✦ AI-generated review
The Rehearsal of Villainy
In the modern cinematic landscape, the prequel is often a trap. It tends to be a teleological exercise where we watch characters confusingly stumble toward a destiny we already know they attain, draining the narrative of genuine stakes. However, *The Bad Guys: Breaking In* (2025) manages to sidestep this fatigue by reframing the origin story not as a tragedy or a prophecy, but as a workplace comedy about incompetence. If the 2022 film presented Mr. Wolf and his crew as the Ocean’s Eleven of the animal kingdom—suave, synchronized, and effortlessly cool—this Netflix series peels back the veneer to reveal the sweaty, desperate rehearsals that came before the applause.
The series, executive produced by Bret Haaland and Katherine Nolfi, posits a delightful thesis: "cool" is a construct, and "bad" is a job you have to learn. The pilot establishes this brilliantly with a visual gag that serves as the show’s spiritual anchor. We see the crew speeding away in a getaway car, bracing for the thrill of a police chase. Mr. Wolf preens, ready for the notoriety. But the sirens wail right past them, chasing a *real* criminal down the block. In that moment of deflation, the show finds its true subject. This is not a story about crime; it is a story about the crushing anxiety of irrelevance.

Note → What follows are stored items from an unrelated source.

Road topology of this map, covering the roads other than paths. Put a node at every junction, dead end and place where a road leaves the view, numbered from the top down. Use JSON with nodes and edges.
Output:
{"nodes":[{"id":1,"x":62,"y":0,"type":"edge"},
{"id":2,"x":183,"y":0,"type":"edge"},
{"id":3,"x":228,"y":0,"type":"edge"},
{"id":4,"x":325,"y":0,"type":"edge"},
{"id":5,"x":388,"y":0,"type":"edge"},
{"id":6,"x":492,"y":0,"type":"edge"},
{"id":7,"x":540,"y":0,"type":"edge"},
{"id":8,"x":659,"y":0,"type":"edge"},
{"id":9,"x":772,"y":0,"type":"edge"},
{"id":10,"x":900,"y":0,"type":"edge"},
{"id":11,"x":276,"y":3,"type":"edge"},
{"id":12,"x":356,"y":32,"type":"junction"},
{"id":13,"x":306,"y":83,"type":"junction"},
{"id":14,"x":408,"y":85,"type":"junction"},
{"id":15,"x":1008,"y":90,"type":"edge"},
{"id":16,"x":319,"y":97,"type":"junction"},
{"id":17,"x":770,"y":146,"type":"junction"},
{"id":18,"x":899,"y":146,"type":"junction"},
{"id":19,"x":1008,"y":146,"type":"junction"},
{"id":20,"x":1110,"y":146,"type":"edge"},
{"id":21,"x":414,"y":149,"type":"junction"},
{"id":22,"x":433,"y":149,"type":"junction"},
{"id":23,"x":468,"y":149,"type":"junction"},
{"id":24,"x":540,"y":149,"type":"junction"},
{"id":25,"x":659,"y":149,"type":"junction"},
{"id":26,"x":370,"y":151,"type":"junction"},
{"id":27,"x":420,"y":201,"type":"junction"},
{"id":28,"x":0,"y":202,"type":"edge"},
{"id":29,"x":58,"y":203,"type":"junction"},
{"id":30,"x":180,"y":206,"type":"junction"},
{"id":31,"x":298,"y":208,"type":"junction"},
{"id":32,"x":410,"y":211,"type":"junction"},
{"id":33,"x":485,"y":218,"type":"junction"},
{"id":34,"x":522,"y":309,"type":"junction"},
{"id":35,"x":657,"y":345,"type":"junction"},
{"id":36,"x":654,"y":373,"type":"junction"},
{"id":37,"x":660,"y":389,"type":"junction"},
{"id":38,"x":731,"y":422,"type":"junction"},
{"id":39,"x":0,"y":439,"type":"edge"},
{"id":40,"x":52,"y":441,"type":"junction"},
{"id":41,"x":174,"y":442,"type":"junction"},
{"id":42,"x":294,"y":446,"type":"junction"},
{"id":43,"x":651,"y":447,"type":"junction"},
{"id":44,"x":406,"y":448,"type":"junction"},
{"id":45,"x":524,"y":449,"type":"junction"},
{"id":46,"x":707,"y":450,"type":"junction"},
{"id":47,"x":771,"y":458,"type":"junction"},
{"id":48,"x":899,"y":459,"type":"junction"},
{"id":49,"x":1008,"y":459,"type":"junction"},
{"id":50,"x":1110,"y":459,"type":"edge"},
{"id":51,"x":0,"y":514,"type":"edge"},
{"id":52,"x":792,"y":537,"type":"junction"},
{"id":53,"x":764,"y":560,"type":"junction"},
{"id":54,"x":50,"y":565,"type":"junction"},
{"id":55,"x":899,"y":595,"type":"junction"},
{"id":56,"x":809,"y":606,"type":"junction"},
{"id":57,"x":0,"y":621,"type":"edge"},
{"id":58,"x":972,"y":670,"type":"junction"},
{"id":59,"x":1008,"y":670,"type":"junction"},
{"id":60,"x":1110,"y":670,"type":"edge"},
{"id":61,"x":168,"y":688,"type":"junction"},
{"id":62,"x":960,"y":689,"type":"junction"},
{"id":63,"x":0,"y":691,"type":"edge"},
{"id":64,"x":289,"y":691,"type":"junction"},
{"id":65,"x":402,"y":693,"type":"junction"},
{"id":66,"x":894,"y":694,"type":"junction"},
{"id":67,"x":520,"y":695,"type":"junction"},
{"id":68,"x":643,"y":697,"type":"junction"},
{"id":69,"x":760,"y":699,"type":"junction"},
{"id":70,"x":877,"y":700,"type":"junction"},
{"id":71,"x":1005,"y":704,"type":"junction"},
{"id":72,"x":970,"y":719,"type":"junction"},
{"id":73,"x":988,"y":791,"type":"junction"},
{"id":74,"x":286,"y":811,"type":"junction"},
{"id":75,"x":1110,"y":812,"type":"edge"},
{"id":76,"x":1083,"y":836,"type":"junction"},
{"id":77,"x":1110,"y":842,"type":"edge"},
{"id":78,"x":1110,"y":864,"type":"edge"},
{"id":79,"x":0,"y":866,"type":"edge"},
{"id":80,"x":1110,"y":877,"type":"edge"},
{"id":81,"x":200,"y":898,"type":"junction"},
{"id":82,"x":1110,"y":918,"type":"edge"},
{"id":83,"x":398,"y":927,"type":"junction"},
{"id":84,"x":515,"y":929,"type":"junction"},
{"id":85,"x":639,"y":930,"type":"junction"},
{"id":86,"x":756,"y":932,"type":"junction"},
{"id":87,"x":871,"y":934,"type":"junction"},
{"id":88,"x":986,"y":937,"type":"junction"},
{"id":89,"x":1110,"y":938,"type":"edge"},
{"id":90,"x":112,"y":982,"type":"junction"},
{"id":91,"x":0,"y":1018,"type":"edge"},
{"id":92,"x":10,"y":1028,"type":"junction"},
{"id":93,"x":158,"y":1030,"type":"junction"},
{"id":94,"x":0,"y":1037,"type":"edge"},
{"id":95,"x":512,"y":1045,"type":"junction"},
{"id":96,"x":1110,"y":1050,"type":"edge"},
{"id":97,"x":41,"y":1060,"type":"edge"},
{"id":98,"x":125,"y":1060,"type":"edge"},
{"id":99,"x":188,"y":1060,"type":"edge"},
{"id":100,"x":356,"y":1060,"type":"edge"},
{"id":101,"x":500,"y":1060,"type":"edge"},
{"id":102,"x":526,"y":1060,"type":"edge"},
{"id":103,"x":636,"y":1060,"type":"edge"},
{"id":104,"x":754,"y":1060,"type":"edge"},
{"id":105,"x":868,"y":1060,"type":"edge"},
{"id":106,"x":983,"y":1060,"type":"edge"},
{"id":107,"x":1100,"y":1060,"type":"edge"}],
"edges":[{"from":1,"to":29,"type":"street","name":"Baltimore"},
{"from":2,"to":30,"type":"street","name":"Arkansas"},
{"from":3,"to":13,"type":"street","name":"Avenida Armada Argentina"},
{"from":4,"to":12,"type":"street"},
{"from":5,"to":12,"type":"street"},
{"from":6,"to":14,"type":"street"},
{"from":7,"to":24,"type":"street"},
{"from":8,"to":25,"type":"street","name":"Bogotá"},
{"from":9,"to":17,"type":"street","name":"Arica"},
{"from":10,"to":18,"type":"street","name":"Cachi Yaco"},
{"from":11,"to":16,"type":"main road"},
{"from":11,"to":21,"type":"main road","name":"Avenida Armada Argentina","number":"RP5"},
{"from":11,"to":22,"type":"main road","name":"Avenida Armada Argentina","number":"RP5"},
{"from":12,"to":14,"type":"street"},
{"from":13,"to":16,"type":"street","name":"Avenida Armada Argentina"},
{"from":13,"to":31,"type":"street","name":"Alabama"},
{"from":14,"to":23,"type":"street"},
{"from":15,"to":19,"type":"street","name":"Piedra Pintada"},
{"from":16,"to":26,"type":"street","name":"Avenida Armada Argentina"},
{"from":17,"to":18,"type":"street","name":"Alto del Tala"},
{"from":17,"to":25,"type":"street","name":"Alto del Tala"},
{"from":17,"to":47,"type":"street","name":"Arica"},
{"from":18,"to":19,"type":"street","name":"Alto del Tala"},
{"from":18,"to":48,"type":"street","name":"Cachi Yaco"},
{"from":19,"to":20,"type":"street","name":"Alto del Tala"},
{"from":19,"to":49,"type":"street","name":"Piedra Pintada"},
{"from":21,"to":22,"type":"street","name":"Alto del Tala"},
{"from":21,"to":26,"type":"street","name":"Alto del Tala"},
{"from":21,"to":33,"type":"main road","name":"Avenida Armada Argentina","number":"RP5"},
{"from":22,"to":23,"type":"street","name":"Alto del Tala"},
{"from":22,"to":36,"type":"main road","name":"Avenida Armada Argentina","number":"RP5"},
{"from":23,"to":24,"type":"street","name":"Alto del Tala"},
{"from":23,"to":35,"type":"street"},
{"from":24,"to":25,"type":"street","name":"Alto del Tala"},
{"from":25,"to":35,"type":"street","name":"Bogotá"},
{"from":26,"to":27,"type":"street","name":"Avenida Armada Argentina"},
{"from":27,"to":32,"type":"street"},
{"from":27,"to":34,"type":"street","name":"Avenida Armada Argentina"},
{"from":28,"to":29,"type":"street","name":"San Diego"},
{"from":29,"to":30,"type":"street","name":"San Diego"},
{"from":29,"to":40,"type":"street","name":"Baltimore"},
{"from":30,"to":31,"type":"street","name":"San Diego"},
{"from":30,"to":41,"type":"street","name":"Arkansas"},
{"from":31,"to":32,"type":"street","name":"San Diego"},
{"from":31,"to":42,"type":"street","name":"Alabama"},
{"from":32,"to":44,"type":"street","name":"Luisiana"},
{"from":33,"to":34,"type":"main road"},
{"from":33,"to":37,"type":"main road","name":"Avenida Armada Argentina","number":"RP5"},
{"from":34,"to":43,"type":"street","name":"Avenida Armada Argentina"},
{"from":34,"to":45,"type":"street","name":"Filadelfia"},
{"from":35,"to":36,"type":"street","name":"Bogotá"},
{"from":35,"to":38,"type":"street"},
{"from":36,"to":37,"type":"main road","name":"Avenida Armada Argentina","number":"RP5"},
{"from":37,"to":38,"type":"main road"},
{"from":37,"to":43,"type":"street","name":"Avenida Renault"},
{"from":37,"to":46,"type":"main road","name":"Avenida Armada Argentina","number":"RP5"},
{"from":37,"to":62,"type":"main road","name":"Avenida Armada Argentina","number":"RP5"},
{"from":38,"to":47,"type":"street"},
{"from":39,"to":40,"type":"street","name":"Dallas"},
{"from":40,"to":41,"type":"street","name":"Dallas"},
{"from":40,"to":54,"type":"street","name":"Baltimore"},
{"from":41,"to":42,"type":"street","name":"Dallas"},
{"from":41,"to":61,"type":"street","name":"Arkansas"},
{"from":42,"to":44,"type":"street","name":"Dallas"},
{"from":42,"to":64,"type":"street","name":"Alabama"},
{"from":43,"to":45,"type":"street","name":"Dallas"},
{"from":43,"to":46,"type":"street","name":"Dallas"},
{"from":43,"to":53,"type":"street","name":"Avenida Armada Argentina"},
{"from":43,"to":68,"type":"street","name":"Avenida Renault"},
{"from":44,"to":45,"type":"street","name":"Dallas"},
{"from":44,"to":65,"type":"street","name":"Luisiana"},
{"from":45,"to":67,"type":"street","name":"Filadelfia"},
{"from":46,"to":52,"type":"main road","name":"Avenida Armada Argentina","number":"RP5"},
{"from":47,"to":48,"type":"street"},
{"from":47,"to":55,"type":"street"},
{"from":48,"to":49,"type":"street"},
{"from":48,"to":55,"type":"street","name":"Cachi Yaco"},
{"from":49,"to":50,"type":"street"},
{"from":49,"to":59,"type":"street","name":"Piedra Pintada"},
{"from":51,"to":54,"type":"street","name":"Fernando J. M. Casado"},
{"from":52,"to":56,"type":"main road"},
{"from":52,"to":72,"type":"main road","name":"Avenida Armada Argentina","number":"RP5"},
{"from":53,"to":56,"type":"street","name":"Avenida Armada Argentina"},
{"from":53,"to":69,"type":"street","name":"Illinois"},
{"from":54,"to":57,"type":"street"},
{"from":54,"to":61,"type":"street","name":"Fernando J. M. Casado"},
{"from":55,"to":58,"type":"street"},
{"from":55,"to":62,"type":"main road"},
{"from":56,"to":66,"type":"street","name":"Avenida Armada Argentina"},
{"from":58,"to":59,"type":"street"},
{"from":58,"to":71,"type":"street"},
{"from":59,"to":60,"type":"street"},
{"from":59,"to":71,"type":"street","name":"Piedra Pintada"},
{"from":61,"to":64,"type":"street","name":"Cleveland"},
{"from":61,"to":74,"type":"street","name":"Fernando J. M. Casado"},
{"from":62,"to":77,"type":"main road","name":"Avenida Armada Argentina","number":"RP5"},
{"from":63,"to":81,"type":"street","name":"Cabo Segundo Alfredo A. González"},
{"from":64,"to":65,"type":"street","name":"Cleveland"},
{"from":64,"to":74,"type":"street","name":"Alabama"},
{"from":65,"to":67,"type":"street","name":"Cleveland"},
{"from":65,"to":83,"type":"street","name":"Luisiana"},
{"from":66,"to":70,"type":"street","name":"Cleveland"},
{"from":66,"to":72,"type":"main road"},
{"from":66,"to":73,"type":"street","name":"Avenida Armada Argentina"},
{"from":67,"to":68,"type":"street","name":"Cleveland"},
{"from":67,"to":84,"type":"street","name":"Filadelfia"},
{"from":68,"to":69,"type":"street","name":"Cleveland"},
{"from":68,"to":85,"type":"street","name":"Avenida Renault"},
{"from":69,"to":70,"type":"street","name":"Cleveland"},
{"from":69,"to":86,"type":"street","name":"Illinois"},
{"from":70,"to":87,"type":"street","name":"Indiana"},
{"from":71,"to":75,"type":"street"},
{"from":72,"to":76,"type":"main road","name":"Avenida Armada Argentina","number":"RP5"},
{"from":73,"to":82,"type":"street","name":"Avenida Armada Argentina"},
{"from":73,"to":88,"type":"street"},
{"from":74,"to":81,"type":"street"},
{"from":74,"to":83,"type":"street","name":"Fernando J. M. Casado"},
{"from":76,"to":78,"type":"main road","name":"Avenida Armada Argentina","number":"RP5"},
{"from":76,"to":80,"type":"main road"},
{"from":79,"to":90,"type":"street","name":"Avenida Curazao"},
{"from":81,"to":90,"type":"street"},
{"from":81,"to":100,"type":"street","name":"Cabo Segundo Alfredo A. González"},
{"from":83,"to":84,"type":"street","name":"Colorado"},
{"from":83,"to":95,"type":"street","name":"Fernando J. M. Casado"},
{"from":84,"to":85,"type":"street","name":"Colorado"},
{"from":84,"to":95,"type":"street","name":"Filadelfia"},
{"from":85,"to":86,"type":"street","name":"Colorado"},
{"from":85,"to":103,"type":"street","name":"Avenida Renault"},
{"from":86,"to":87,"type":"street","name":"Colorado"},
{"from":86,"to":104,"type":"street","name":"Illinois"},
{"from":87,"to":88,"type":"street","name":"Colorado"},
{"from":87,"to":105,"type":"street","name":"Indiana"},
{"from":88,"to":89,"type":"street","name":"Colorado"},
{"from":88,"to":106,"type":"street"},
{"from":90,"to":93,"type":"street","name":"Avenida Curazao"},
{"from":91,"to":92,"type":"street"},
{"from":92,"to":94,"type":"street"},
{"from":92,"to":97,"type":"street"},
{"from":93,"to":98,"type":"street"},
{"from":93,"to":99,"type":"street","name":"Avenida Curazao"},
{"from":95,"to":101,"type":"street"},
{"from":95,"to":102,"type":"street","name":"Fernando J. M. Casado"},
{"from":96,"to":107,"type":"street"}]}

Visually, the transition from the feature film’s lush, "Spider-Verse"-adjacent aesthetic to a streaming series budget is noticeable, but not entirely unwelcome. The film’s fluid, frame-dropping style has been replaced by a stiffer, more traditional TV animation rigidity. A cynic might call it a downgrade; a generous critic might argue it fits the narrative. These characters are not yet the fluid, dynamic figures of the movie. They are sketchier, rougher around the edges, and their world feels appropriately smaller and flatter. The "stiff" animation mirrors their awkwardness—they are literally not moving with the grace of professional felons yet.
The voice cast, entirely replaced from the film, also reshapes the energy. Without the Hollywood baritone of Sam Rockwell, Michael Godere’s Mr. Wolf feels less like a weary celebrity and more like a chaotic middle manager trying to keep a startup afloat. This Wolf is needier, louder, and more prone to panic. It changes the dynamic of the crew from a slick machine to a dysfunctional family. The heart of the series lies in this friction—the irony that to become the "Bad Guys," they must first learn to be good partners. The heist mechanics—breaking into candy factories or stealing jetpacks—are merely the playground equipment on which they learn to share and trust.
Ultimately, *The Bad Guys: Breaking In* is a series about "imposter syndrome" with fur. It lacks the cinematic texture and the emotional weight of its big-screen predecessor, trading deep character arcs for episodic slapstick. Yet, there is something endearing about watching the rehearsal rather than the performance. It reminds us that before the legend, there is always the struggle, the error, and the embarrassing silence when the police car drives right past you.